Conference Tweeting

I had a terrific time at SCMS this year. It was busy, but intellectually stimulating, and I'm happy to have seen and met so many great scholars in the four days I was there. The only part that's given me pause is my activity tweeting.

Cinema Journal asked me to participate in their collective live-tweeting at CJSCMSc. My experience was very mixed. On one hand, I'm honored to be asked, and I'm happy to give additional exposure to the papers I saw - the main reason I wanted to do this. Chris Becker did a terrific job setting up the CJ SCMS twitter with a variety of critical voices. (People were carping about segregation of media and film feeds, but there were some practical reasons for the split.) At least on the film side, we had a nice complementarity between our interests.

On the other hand, I've decided I'm not all that enthused by the live-tweeting format. Often I could not think of much to write on short notice and in short format, other than to provide capsule summaries of the argument.
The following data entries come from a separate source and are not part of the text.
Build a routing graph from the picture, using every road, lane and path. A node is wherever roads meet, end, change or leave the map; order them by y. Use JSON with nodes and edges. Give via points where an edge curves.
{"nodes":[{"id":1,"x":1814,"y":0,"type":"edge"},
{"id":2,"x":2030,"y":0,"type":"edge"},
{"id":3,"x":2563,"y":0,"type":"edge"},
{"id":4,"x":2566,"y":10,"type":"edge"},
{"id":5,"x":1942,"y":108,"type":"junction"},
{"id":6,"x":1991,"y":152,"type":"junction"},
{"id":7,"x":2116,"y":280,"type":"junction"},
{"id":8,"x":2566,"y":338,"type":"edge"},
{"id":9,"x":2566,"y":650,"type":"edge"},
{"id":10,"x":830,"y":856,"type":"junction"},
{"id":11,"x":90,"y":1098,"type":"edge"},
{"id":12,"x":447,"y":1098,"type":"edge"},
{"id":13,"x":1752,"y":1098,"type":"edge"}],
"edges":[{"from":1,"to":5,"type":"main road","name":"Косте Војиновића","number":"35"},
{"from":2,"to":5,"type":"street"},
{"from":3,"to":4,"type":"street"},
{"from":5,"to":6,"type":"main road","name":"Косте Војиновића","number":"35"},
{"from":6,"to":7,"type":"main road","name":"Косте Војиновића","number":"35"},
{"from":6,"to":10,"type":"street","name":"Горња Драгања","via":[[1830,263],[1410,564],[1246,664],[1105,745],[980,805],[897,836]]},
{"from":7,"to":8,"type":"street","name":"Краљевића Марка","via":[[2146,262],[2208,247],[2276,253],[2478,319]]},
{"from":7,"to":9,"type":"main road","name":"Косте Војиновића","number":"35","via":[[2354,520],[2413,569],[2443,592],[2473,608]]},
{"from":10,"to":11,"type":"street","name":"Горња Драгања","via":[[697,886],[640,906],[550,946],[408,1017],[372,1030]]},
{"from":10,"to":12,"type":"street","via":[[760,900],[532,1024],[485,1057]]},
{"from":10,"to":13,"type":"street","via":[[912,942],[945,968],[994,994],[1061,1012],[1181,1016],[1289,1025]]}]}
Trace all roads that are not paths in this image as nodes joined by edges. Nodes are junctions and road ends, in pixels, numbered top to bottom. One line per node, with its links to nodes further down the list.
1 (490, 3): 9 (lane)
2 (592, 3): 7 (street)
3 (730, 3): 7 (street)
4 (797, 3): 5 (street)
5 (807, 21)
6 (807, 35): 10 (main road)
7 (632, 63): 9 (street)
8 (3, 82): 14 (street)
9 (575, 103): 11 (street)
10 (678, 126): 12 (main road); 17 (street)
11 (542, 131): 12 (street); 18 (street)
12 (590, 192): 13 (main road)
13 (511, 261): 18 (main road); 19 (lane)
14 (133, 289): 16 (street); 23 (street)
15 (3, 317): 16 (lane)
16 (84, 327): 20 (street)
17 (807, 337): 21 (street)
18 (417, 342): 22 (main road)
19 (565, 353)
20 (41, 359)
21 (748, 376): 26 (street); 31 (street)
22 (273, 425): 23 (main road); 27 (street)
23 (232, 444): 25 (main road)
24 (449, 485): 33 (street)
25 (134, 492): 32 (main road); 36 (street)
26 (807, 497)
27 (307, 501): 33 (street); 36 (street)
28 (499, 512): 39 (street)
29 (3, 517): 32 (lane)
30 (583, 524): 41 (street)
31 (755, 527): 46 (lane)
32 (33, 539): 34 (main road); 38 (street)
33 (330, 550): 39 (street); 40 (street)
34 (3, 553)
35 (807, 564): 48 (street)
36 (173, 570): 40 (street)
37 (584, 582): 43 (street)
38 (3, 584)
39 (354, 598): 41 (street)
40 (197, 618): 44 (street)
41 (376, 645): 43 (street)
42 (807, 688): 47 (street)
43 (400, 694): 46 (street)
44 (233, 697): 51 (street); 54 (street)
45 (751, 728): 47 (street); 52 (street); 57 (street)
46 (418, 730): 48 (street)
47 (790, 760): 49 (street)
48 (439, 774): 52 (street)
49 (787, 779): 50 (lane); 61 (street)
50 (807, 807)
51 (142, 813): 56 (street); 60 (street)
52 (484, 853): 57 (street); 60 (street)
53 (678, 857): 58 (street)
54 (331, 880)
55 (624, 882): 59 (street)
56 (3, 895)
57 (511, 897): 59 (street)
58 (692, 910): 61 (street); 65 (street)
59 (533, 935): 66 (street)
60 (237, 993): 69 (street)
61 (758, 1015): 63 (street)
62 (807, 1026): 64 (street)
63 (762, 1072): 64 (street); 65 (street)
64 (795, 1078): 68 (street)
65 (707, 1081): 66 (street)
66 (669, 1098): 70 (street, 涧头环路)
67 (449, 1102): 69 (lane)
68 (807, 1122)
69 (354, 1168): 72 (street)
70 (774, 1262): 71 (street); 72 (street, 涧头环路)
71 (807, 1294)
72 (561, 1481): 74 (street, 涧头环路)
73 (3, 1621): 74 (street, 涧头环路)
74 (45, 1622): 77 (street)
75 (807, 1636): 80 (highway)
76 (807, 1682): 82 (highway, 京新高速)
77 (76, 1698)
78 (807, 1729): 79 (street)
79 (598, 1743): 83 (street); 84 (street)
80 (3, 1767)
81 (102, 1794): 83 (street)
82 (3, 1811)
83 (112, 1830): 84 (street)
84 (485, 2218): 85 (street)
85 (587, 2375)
At which point, I feel like I'm simply doing the labor of providing an abstract that the author should be writing and that SCMS should be publishing with/alongside the program.

Perhaps a bigger issue is that Twitter is just not all that popular with film studies people, at least those in the areas of film history and film theory I work in. Don't get me wrong: I'm appreciative of all those that followed our feed and retweeted posts. And I don't want to discount the scholars whose posts I found informative. But at times it felt like I was tweeting to the ether. Whereas I see cross discussion and debates among the TV, media, or cultural studies scholars, for the more traditionally film studies side of things, that academic public sphere element can be missing. Honestly, I think the most dynamic public sphere activity was around the SIG-based accounts - perhaps unsurprising.